_DATA SUPPLIED_.
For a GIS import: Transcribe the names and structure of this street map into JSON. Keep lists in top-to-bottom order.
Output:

--

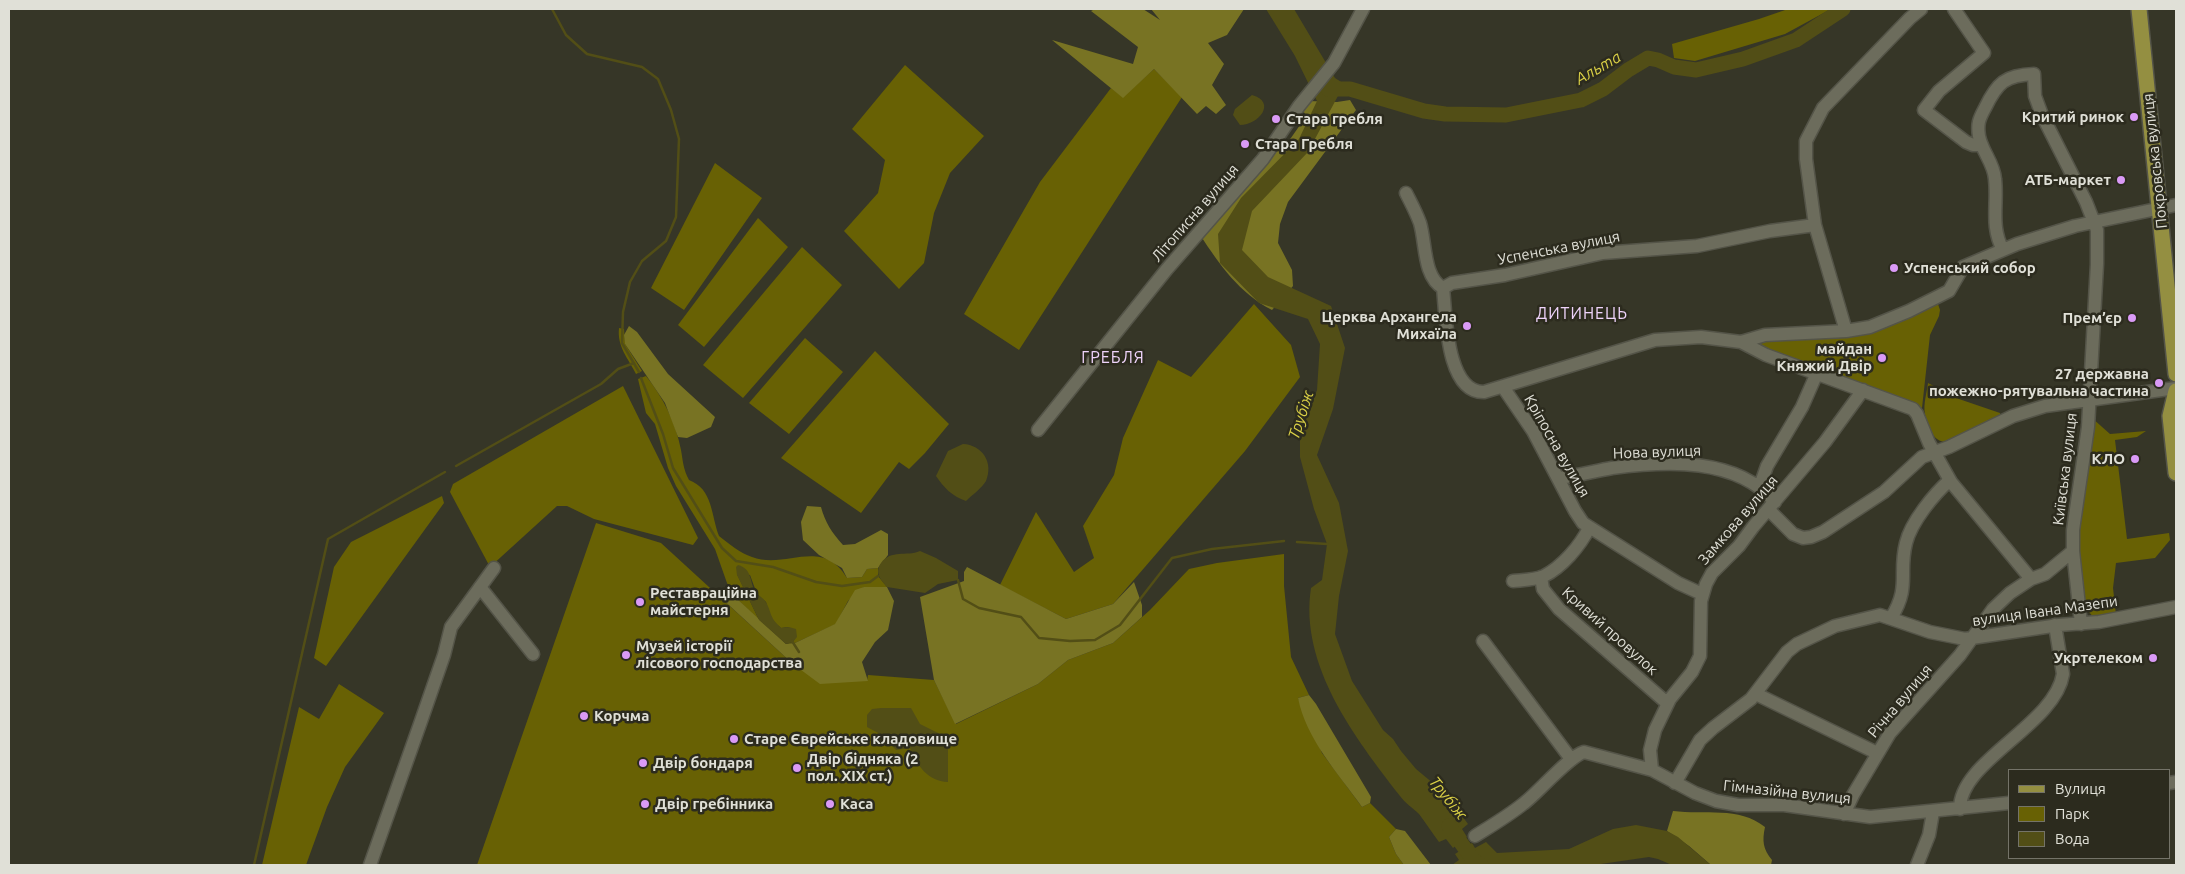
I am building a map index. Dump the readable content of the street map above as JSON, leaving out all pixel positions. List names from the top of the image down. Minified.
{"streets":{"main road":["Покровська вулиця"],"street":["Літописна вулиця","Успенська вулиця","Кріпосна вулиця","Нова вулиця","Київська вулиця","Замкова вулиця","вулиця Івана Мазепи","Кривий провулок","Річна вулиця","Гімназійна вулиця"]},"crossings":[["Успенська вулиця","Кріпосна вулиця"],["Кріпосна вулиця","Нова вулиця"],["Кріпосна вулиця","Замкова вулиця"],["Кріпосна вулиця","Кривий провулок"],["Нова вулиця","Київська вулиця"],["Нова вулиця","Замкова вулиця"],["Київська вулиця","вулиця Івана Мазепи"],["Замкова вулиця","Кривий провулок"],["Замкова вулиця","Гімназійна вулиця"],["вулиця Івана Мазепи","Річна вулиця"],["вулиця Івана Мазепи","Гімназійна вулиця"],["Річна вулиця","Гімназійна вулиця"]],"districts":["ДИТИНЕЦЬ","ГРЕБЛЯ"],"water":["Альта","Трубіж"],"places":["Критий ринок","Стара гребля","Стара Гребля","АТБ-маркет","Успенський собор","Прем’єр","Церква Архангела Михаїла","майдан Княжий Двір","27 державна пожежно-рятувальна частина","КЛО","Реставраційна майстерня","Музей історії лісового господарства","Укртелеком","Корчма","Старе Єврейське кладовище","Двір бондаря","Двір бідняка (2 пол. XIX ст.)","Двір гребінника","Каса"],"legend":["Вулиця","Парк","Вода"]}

---

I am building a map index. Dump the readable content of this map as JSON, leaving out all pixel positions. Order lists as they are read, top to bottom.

_PROBLEM DESCRIPTION_. Counting only lines that hold the string "this", give the number of such lines in the records. Write nothing else.

_EXERCISE ANSWER_. 2